> _Work request_: Write out each line from the data below that includes the word "nodes".

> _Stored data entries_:
* * * * * * * * *

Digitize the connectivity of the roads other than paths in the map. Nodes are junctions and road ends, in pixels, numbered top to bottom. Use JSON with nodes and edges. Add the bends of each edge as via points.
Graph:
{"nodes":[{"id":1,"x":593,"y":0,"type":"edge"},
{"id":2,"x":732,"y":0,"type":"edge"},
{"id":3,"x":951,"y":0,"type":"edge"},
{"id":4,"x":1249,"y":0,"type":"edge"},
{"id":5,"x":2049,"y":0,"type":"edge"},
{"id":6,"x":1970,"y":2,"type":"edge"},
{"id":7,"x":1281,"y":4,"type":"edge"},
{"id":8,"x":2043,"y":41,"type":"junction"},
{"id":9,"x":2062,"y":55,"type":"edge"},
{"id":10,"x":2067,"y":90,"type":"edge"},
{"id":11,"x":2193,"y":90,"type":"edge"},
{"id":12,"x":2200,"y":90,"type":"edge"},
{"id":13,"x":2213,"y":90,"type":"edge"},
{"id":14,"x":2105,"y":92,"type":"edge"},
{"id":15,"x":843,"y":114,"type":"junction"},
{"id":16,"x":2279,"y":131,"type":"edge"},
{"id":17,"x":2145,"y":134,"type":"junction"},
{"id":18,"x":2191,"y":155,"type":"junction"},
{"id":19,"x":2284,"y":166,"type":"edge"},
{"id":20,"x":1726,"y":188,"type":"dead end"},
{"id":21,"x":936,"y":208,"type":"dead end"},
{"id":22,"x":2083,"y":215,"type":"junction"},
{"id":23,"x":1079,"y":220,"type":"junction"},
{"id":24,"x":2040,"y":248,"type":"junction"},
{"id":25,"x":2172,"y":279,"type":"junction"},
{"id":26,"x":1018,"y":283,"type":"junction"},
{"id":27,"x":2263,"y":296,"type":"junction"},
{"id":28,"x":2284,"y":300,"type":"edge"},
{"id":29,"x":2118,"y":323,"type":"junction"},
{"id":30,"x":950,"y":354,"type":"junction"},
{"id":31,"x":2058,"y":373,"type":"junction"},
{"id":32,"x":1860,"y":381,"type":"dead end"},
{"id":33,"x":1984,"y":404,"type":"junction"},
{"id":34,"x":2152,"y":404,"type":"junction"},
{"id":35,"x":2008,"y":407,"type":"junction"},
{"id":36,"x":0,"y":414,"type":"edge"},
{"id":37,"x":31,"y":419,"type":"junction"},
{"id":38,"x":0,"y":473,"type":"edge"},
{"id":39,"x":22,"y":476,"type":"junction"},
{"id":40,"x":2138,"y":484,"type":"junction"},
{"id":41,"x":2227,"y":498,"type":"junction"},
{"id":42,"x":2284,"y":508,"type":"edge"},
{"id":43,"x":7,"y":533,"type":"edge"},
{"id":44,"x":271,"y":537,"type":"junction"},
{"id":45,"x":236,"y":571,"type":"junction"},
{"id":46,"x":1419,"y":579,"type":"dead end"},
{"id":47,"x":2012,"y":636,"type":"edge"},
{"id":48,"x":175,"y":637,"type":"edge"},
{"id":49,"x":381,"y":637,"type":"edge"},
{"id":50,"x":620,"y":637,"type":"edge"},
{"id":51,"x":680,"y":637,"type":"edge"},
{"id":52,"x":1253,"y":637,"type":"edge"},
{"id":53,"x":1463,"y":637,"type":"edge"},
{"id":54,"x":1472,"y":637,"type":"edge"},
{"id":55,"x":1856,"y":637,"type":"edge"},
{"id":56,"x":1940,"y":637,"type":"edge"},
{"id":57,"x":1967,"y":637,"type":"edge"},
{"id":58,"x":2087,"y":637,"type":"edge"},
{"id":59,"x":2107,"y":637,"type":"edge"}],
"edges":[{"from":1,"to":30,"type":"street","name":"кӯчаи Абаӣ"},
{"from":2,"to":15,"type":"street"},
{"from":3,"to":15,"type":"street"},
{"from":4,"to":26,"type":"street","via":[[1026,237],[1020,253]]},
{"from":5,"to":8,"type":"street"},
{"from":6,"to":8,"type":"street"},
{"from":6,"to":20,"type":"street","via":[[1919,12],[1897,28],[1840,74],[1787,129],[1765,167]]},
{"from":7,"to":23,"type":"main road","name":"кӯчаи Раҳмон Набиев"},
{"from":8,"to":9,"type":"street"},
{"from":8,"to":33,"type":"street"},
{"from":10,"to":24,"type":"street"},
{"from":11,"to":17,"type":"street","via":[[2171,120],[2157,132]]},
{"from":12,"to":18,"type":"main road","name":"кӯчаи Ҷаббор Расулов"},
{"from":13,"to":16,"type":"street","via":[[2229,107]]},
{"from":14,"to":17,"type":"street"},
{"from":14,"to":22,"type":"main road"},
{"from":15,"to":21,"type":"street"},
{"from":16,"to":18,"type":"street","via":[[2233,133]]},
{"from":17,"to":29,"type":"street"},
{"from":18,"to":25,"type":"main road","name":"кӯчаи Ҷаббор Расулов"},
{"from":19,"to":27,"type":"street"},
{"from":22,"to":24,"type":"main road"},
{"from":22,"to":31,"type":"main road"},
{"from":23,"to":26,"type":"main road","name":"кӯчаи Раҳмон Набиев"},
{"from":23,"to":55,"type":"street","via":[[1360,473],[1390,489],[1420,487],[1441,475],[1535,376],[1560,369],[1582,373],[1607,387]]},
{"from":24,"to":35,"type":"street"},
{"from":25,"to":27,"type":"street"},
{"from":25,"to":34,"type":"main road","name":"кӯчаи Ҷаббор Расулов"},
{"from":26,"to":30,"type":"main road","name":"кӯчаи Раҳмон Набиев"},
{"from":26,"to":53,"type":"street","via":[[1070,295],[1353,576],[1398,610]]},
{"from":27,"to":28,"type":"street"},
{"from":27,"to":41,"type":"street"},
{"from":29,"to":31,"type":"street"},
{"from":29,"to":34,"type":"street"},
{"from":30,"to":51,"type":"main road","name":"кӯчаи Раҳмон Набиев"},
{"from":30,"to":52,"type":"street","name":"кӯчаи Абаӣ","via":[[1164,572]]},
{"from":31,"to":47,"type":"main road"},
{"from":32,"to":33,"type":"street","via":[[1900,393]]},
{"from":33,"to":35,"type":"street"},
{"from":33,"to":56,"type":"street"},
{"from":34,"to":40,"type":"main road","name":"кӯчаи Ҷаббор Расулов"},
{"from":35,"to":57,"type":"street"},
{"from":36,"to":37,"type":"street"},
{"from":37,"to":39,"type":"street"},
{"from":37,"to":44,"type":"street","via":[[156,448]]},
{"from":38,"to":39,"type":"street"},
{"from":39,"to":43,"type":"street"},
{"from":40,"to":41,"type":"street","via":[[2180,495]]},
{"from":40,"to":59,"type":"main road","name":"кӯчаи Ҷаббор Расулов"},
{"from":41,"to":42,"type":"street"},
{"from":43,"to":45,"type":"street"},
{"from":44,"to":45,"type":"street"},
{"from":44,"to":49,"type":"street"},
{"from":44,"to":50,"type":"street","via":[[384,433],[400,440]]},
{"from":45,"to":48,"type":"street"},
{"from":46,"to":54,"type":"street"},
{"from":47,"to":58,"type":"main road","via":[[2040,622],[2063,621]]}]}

* * * * * * * * *

> _Solved problem_:
Digitize the connectivity of the roads other than paths in the map. Nodes are junctions and road ends, in pixels, numbered top to bottom. Use JSON with nodes and edges. Add the bends of each edge as via points.
{"nodes":[{"id":1,"x":593,"y":0,"type":"edge"},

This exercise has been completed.